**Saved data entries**
----

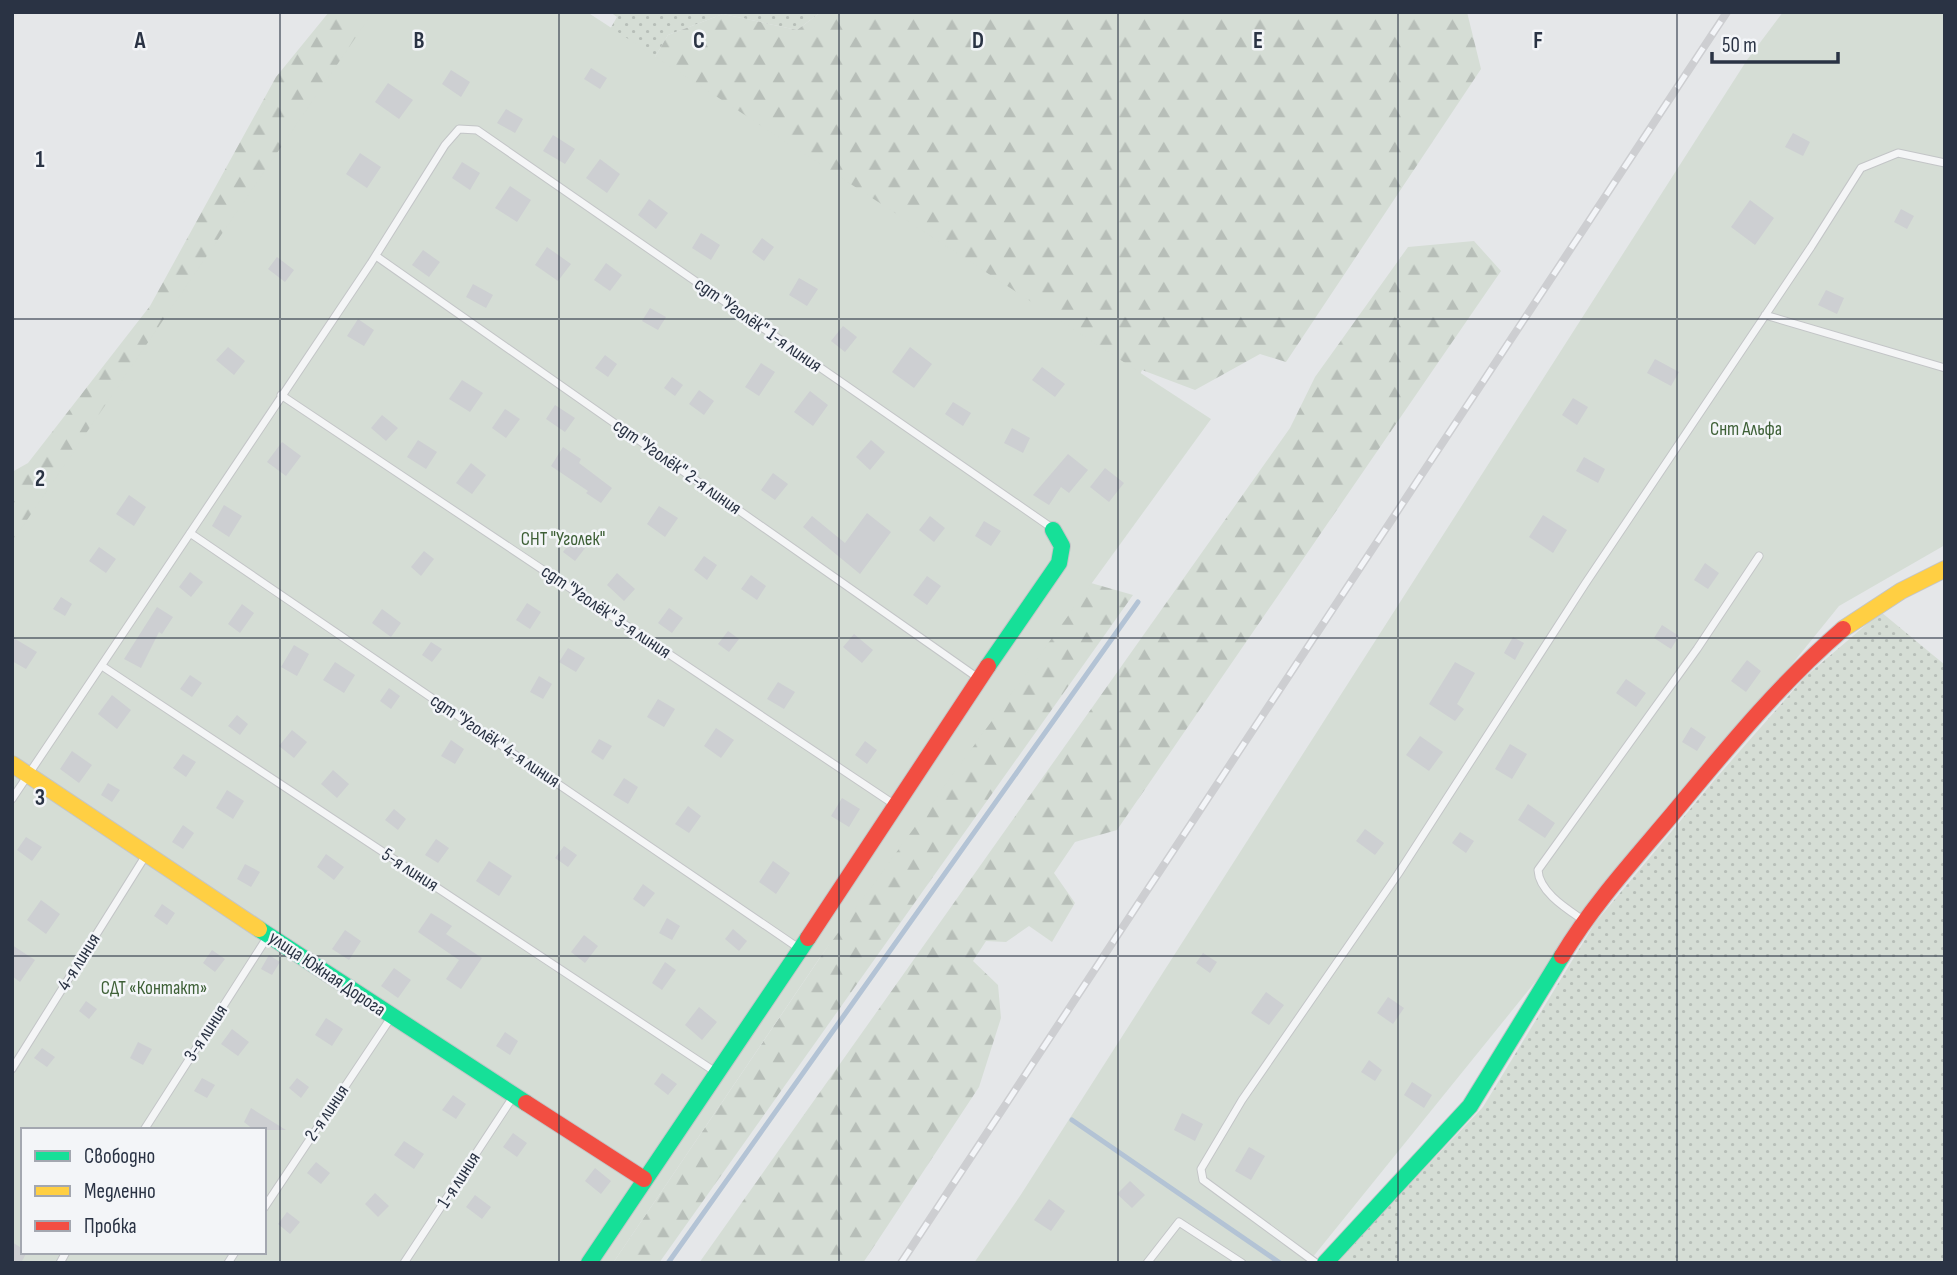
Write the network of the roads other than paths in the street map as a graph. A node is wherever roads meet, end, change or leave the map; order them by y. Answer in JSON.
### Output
{"nodes":[{"id":1,"x":1945,"y":163,"type":"edge"},
{"id":2,"x":376,"y":256,"type":"junction"},
{"id":3,"x":1765,"y":315,"type":"junction"},
{"id":4,"x":1945,"y":368,"type":"edge"},
{"id":5,"x":281,"y":395,"type":"junction"},
{"id":6,"x":1054,"y":530,"type":"joint"},
{"id":7,"x":190,"y":533,"type":"junction"},
{"id":8,"x":1759,"y":556,"type":"dead end"},
{"id":9,"x":1945,"y":569,"type":"edge"},
{"id":10,"x":102,"y":666,"type":"junction"},
{"id":11,"x":978,"y":678,"type":"junction"},
{"id":12,"x":12,"y":764,"type":"edge"},
{"id":13,"x":28,"y":775,"type":"junction"},
{"id":14,"x":12,"y":799,"type":"edge"},
{"id":15,"x":895,"y":805,"type":"junction"},
{"id":16,"x":146,"y":854,"type":"junction"},
{"id":17,"x":1583,"y":920,"type":"junction"},
{"id":18,"x":268,"y":935,"type":"junction"},
{"id":19,"x":800,"y":949,"type":"junction"},
{"id":20,"x":391,"y":1017,"type":"junction"},
{"id":21,"x":12,"y":1069,"type":"edge"},
{"id":22,"x":718,"y":1073,"type":"junction"},
{"id":23,"x":513,"y":1097,"type":"junction"},
{"id":24,"x":146,"y":1128,"type":"edge"},
{"id":25,"x":644,"y":1179,"type":"junction"},
{"id":26,"x":266,"y":1205,"type":"edge"},
{"id":27,"x":404,"y":1263,"type":"edge"},
{"id":28,"x":589,"y":1263,"type":"edge"},
{"id":29,"x":1147,"y":1263,"type":"edge"},
{"id":30,"x":1242,"y":1263,"type":"edge"},
{"id":31,"x":1316,"y":1263,"type":"edge"},
{"id":32,"x":1325,"y":1263,"type":"edge"}],
"edges":[{"from":1,"to":3,"type":"lane"},
{"from":2,"to":5,"type":"lane"},
{"from":2,"to":6,"type":"lane","name":"сдт \"Уголёк\" 1-я линия"},
{"from":2,"to":11,"type":"lane","name":"сдт \"Уголёк\" 2-я линия"},
{"from":3,"to":4,"type":"lane"},
{"from":3,"to":31,"type":"lane"},
{"from":5,"to":7,"type":"lane"},
{"from":5,"to":15,"type":"lane","name":"сдт \"Уголёк\" 3-я линия"},
{"from":6,"to":11,"type":"street"},
{"from":7,"to":10,"type":"lane"},
{"from":7,"to":19,"type":"lane","name":"сдт \"Уголёк\" 4-я линия"},
{"from":8,"to":17,"type":"lane"},
{"from":9,"to":17,"type":"street"},
{"from":10,"to":13,"type":"lane"},
{"from":10,"to":22,"type":"lane","name":"5-я линия"},
{"from":11,"to":15,"type":"street"},
{"from":12,"to":13,"type":"street","name":"улица Южная Дорога"},
{"from":13,"to":14,"type":"lane"},
{"from":13,"to":16,"type":"street","name":"улица Южная Дорога"},
{"from":15,"to":19,"type":"street"},
{"from":16,"to":18,"type":"street","name":"улица Южная Дорога"},
{"from":16,"to":21,"type":"lane","name":"4-я линия"},
{"from":17,"to":32,"type":"street"},
{"from":18,"to":20,"type":"street","name":"улица Южная Дорога"},
{"from":18,"to":24,"type":"lane","name":"3-я линия"},
{"from":19,"to":22,"type":"street"},
{"from":20,"to":23,"type":"street","name":"улица Южная Дорога"},
{"from":20,"to":26,"type":"lane","name":"2-я линия"},
{"from":22,"to":25,"type":"street"},
{"from":23,"to":25,"type":"street","name":"улица Южная Дорога"},
{"from":23,"to":27,"type":"lane","name":"1-я линия"},
{"from":25,"to":28,"type":"street"},
{"from":29,"to":30,"type":"lane"}]}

----

Line for line, restate the data above and omit every picture.

**Task response**
Write the network of the roads other than paths in the street map as a graph. A node is wherever roads meet, end, change or leave the map; order them by y. Answer in JSON.
### Output
{"nodes":[{"id":1,"x":1945,"y":163,"type":"edge"},
{"id":2,"x":376,"y":256,"type":"junction"},
{"id":3,"x":1765,"y":315,"type":"junction"},
{"id":4,"x":1945,"y":368,"type":"edge"},
{"id":5,"x":281,"y":395,"type":"junction"},
{"id":6,"x":1054,"y":530,"type":"joint"},
{"id":7,"x":190,"y":533,"type":"junction"},
{"id":8,"x":1759,"y":556,"type":"dead end"},
{"id":9,"x":1945,"y":569,"type":"edge"},
{"id":10,"x":102,"y":666,"type":"junction"},
{"id":11,"x":978,"y":678,"type":"junction"},
{"id":12,"x":12,"y":764,"type":"edge"},
{"id":13,"x":28,"y":775,"type":"junction"},
{"id":14,"x":12,"y":799,"type":"edge"},
{"id":15,"x":895,"y":805,"type":"junction"},
{"id":16,"x":146,"y":854,"type":"junction"},
{"id":17,"x":1583,"y":920,"type":"junction"},
{"id":18,"x":268,"y":935,"type":"junction"},
{"id":19,"x":800,"y":949,"type":"junction"},
{"id":20,"x":391,"y":1017,"type":"junction"},
{"id":21,"x":12,"y":1069,"type":"edge"},
{"id":22,"x":718,"y":1073,"type":"junction"},
{"id":23,"x":513,"y":1097,"type":"junction"},
{"id":24,"x":146,"y":1128,"type":"edge"},
{"id":25,"x":644,"y":1179,"type":"junction"},
{"id":26,"x":266,"y":1205,"type":"edge"},
{"id":27,"x":404,"y":1263,"type":"edge"},
{"id":28,"x":589,"y":1263,"type":"edge"},
{"id":29,"x":1147,"y":1263,"type":"edge"},
{"id":30,"x":1242,"y":1263,"type":"edge"},
{"id":31,"x":1316,"y":1263,"type":"edge"},
{"id":32,"x":1325,"y":1263,"type":"edge"}],
"edges":[{"from":1,"to":3,"type":"lane"},
{"from":2,"to":5,"type":"lane"},
{"from":2,"to":6,"type":"lane","name":"сдт \"Уголёк\" 1-я линия"},
{"from":2,"to":11,"type":"lane","name":"сдт \"Уголёк\" 2-я линия"},
{"from":3,"to":4,"type":"lane"},
{"from":3,"to":31,"type":"lane"},
{"from":5,"to":7,"type":"lane"},
{"from":5,"to":15,"type":"lane","name":"сдт \"Уголёк\" 3-я линия"},
{"from":6,"to":11,"type":"street"},
{"from":7,"to":10,"type":"lane"},
{"from":7,"to":19,"type":"lane","name":"сдт \"Уголёк\" 4-я линия"},
{"from":8,"to":17,"type":"lane"},
{"from":9,"to":17,"type":"street"},
{"from":10,"to":13,"type":"lane"},
{"from":10,"to":22,"type":"lane","name":"5-я линия"},
{"from":11,"to":15,"type":"street"},
{"from":12,"to":13,"type":"street","name":"улица Южная Дорога"},
{"from":13,"to":14,"type":"lane"},
{"from":13,"to":16,"type":"street","name":"улица Южная Дорога"},
{"from":15,"to":19,"type":"street"},
{"from":16,"to":18,"type":"street","name":"улица Южная Дорога"},
{"from":16,"to":21,"type":"lane","name":"4-я линия"},
{"from":17,"to":32,"type":"street"},
{"from":18,"to":20,"type":"street","name":"улица Южная Дорога"},
{"from":18,"to":24,"type":"lane","name":"3-я линия"},
{"from":19,"to":22,"type":"street"},
{"from":20,"to":23,"type":"street","name":"улица Южная Дорога"},
{"from":20,"to":26,"type":"lane","name":"2-я линия"},
{"from":22,"to":25,"type":"street"},
{"from":23,"to":25,"type":"street","name":"улица Южная Дорога"},
{"from":23,"to":27,"type":"lane","name":"1-я линия"},
{"from":25,"to":28,"type":"street"},
{"from":29,"to":30,"type":"lane"}]}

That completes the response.